As you leave Waterford, the river road becomes a suburban corridor of 1960s-vintage ranch houses and stand-alone small retail business buildings which, if used at all now, are mostly hair salons, chiropractic studios, and other services not generally rendered by the chain stores. All this stuff was deployed along the road with the expectation that Americans would be driving cars cheaply forever. Now that this is distinctly no longer the case, corridors like this are entering their death throes. The awfulness of the design and construction of these buildings is now especially vivid as the plywood de-laminates, and the vinyl soffits fall off, and the dinge of neglect forms a patina over it all. Hopelessness infects this landscape like a miasma. Whatever young adults remain in these places are not thinking about a plausible future, only looking to complete their full array of tattoos and lose themselves in raptures of sex, methedrine, and video aggression.
Eventually, after running through the disintegrating towns of Mechanicville (once a place of earnest labor, just like it sounds, now a morass of sinking car dealerships and Quik-stops), and Stillwater (smaller version of the same), the road turned completely rural and few other cars ventured up there. The decisive Revolutionary battle of Saratoga was fought near there on the bluffs and hills overlooking the Hudson in 1777. You wonder what the heroes of that battle would think of what we have become. What would they make of the word “consumer” that we use to describe our relation to the world? What would they think of excellent river bottom-land that is now barely used for farming — or, where it is still farmed (dairying if anything), of farmers who will not even put in a kitchen garden for themselves because it might detract from their hours of TV viewing?
The sclerosis of American life is shocking. If you go further north up the Hudson River, to Fort Edward and Hudson Falls, you’ll see a nation that seems ready to crawl off and die. There, it appears too far gone to even put up a proxy fight on a video screen. Frankly, I don’t want that version of America to survive — the America of chain stores, and muscle cars, and grown men obsessed with video games, drugs, and pornography, and women decorated like cannibals, and the vast, crushing purposelessness of it all. I have no doubt we’re heading into a convulsion that will wring much of this junk and dross into the backwaters of history.

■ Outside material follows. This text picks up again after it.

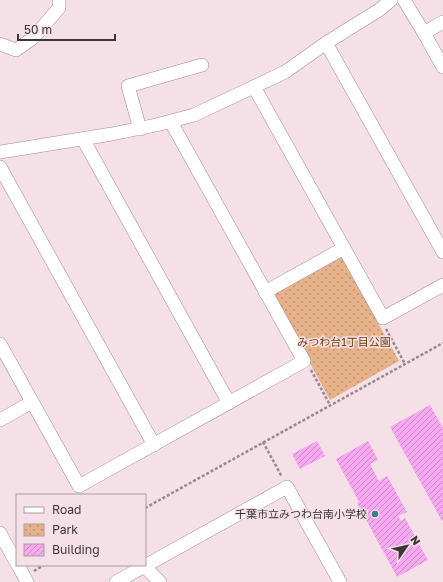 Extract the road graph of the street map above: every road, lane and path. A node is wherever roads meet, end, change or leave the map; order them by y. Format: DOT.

We’re capable of being something better than this, of putting our time on earth to better use, including a more respectful treatment of the land we inhabit. This year and the next will be the years of letting go, and out of that we’ll commence a re-becoming.

 
Comment by Crazed Opossum
2008-07-29 14:14:29

Haven’t been here in a while, good to be back among all you feisty renting deadenders! I feel so at home…

No lie, the other day I was at the laundromat (my rental home has many amenities, but washer/drier ain’t among them) and was chatting with another, very nice, woman there. Turned out she was a real estate agent. We talked about many things and she was actually quite realistic about what was going on in the market, then got onto other subjects. As I was getting ready to leave she asked me if I owned or rented. When I said I rented, she said (wait for it), “This is a really great time for first-time buyers.”